Developers meeting at CHEP in victoria

Main Topics

General Issues (mainly CDF and CMS)

  • The problem is triggered on a pool node. It runs out of memory or out of file descriptors. The file descriptor problem is understood. It turned out the 'run system' call opens the 'external process input stream' although we are not asking for it. And consequently we don't close it afterwards. So there is one open fd per external process launch. The memory problem may or may not be related to the issue.
  • The pool manager should be fixed in two phases :
    • If a pool reports an error on restore, we immediate retry the request on a different pool. We need to make sure that the new pool is not on the same physical machine as the initially failing pool.
    • It would be good if we would have a statistics on pool failures which would, after a certain time, disable the failing pool.
  • Memory on pool nodes
  • Memory on door nodes (less important)
  • File descriptor limit problem on the pool nodes
  • Black hole problem.
  • dccp -P -T doesn't work (low priority, not yet verified, need to wait)
  • Restore doesn't work for files larger 2G for files not register in pnfs.

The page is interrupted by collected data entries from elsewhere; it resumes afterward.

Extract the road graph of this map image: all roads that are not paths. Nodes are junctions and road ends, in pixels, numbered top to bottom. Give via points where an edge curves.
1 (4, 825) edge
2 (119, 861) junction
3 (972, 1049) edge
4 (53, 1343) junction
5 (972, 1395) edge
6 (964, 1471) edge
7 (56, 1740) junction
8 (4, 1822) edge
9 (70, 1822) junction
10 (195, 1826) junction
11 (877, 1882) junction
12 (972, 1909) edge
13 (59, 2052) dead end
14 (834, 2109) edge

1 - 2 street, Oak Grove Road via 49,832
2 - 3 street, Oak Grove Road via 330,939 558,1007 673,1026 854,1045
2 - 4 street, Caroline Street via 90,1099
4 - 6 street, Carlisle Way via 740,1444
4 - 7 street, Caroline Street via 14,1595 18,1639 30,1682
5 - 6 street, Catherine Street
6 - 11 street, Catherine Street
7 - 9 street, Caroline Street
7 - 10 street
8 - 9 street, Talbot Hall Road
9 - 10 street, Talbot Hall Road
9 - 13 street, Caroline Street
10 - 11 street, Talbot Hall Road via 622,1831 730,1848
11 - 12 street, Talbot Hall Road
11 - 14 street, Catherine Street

Timur modified enstoreExtracter (but not checked in) but thinks pool logic need to be revised.

Read only doesn't work for Jon and Bockelmann

This is absolutely not clear. The code seems to exclude pools which have the readOnly bit set on. Will try this with one of the test systems.

Topics from the SRM deployement

  • Asking for REPLICA getting CUSTODIAL in dCache
  • files appearing as user root when using the srm